High-frequency river chemistry unveils the inner workings of concentration-discharge relationships during flood events

Shifts in water fluxes through the Critical Zone exert a major control on stream solute export, but the exact nature of this control is still obscure, especially at the scale of relatively short flood events. To address this question, here we take advantage of a new high-frequency, flood event stream concentration–discharge (C-Q) dataset. Stream dissolved concentration of major species were recorded every 40 minutes over five major flood events in 2015/2016 recorded in a French agricultural watershed using device called the "River Lab". We focus our attention on the flood recession periods to highlight how C-Q relationships are controlled by hydrological processes within the catchment rather than by the dynamics of the rain event.

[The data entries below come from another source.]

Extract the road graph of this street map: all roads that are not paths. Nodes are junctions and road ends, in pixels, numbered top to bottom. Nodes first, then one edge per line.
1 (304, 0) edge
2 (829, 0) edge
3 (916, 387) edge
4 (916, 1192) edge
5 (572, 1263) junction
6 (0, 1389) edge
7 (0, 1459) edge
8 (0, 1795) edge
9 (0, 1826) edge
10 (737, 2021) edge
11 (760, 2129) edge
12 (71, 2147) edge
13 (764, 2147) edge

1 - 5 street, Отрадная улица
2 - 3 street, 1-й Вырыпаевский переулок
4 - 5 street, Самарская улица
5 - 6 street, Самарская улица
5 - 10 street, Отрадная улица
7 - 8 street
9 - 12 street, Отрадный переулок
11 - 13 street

We show that for C-Q relationships resulting from data acquisition over multi-year time scales and including several flood events, lumping all trends together potentially result in biases in characteristic parameters (such as exponents of a power-law fit), that are strongly dictated by data from the recession periods of the most intense floods alone.

In order to evaluate the role of mixing of pre-existing water and solute pools in the catchment, we apply to solute fluxes an approach previously developed in catchment hydrology linking water storage and stream flow. This approach, which considers that hydrological processes prevail over chemical interactions during the short time spans of flood events, allows us to reproduce at first order a large diversity of shapes of recession C-Q relationships.